Capt. John, I have paid for your services for several years now and today much to my surprise I made a phone call and received a one year extension from you. Never had to wait and was done in less than three minutes. Never have done business with the other guy, and never will, why would anyone, your service and customer commitment is top shelf, thank you and you will have my renewal on my dime next year.


----------



## welldoya (Oct 5, 2007)

Heck, they called ME. And I don't ever leave the pass. Great deal.


----------



## Stoker1 (Feb 17, 2014)

Got mine while sitting at the DMV to register the new boat. How coincidental 

Funny, but I called my bud and told him. He's like 'yeah, April fools'...


----------



## Chapman5011 (Mar 7, 2013)

Got mine. 
Thanks captain ward for putting this up on the forum . 
I've had Seatow for 5 years now. Renewed mine for 12 more months. 
I'm a true fan of Seatow . And always recommend the service to all my boating buddies.


----------



## WhyMe (Apr 21, 2013)

Damn. I'm needing to renew my membership. I guess I'm to late. 
Whyme

Damn work.


----------



## Fast Eddie (Jun 17, 2015)

I am curious as to how many memberships and extensions they gave away in two hours. This was a very nice gesture, first class.


----------



## Reel Sick (May 4, 2009)

If this is real its awesome, but if its a belated April Fools Joke its funny lol. Everyone including me will get a letter in the mail saying April fools but you can sign up for X amount of $ lol.
Thanks either way fool or not.
Tight Lines,


----------



## Jason (Oct 2, 2007)

Reel Sick said:


> If this is real its awesome, but if its a belated April Fools Joke its funny lol. Everyone including me will get a letter in the mail saying April fools but you can sign up for X amount of $ lol.
> Thanks either way fool or not.
> Tight Lines,



It would make me feel better, ifin it weren't true!!! Maybe I'll do a GoFundMe to re-coop my 2 bills I spent the other day renewing mine!!!:shifty:


----------



## DreamWeaver21 (Oct 3, 2007)

When something sounds too good to be true...
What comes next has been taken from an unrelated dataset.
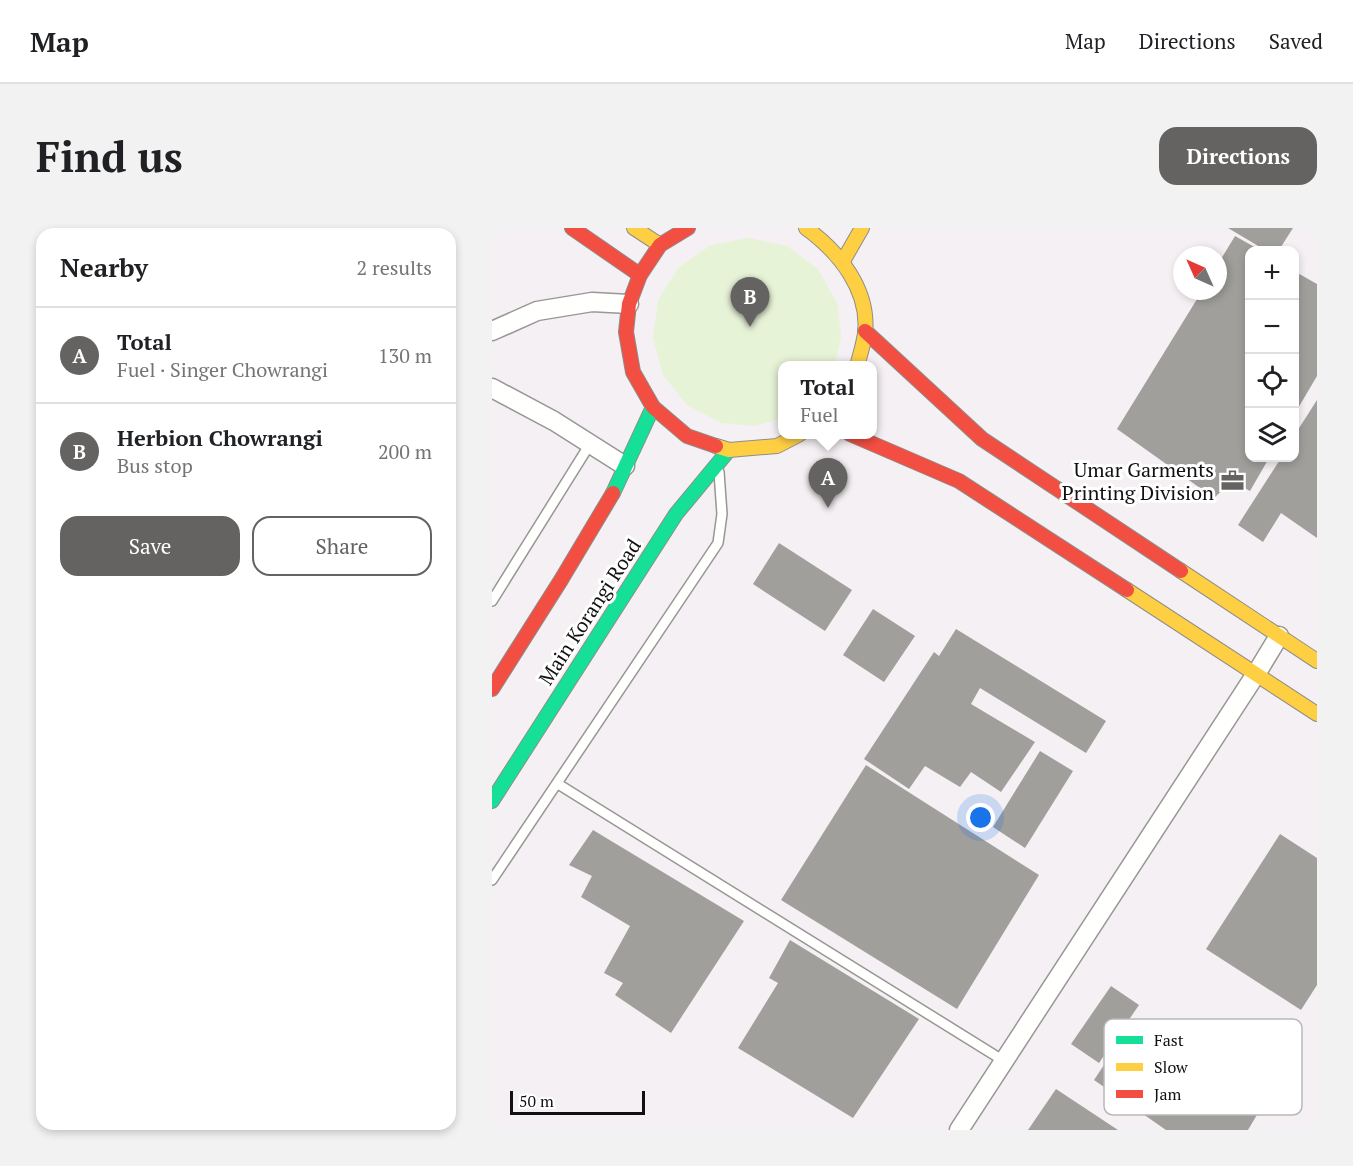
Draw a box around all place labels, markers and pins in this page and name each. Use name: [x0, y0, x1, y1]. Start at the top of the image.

It might be true anyhow? I called and gave them my member number. They said they would take care of it. COOL


----------



## [email protected] (Feb 11, 2009)

We are still counting the final numbers for new memberships/extensions. I want to thank everyone for there cooperation, my office staff was processing the calls as fast as they could. For the few that left messages and didn't call back in, we have your message and will be contacting you to take care of your Free membership as well. Thanks for all the support. If you didn't get a chance to take advantage of this opportunity. We will be running specials all summer long so give us a call.

Capt John Ward
Sea Tow Destin/Pensacola/Orange Beach
850-492-5070


----------



## RonA (Jul 8, 2012)

[email protected] said:


> We are still counting the final numbers for new memberships/extensions. I want to thank everyone for there cooperation, my office staff was processing the calls as fast as they could. For the few that left messages and didn't call back in, we have your message and will be contacting you to take care of your Free membership as well. Thanks for all the support. If you didn't get a chance to take advantage of this opportunity. We will be running specials all summer long so give us a call.
> 
> Capt John Ward
> Sea Tow Destin/Pensacola/Orange Beach
> 850-492-5070


My Sea Tow just expired. THOUGHT this was an April Fool joke and did not take advantage... hurry up specials


----------



## Hound_dog (Dec 18, 2010)

Just got a confirmation email for the renewal. Thanks again.


----------



## Sequoiha (Sep 28, 2007)

I called and couldn't get through, oh well I tried,


----------



## Deeplines (Sep 28, 2007)

Me to Kenny, I will admit though I did call to close to the 1600 time frame. By that time every one read it wasn't an April Fools joke and was trying to get in.


----------



## MrFish (Aug 21, 2009)

No belated April Fools here.


----------



## murfpcola (Aug 28, 2012)

RonA said:


> My Sea Tow just expired. THOUGHT this was an April Fool joke and did not take advantage... hurry up specials


I did not think it was a joke for a second. Capt John and all his folks have always been stand up people every time I have dealt with them. Great business right there! Thanks again!


----------



## jspooney (Oct 2, 2007)

I called right at 2 and a guy took my info. I heard a few other people in the background talking on the phone. Am I supposed to get an email? I thought he said Seatow would mail me something, but haven't seen anything yet.


----------



## MrFish (Aug 21, 2009)

jspooney said:


> I called right at 2 and a guy took my info. I heard a few other people in the background talking on the phone. Am I supposed to get an email? I thought he said Seatow would mail me something, but haven't seen anything yet.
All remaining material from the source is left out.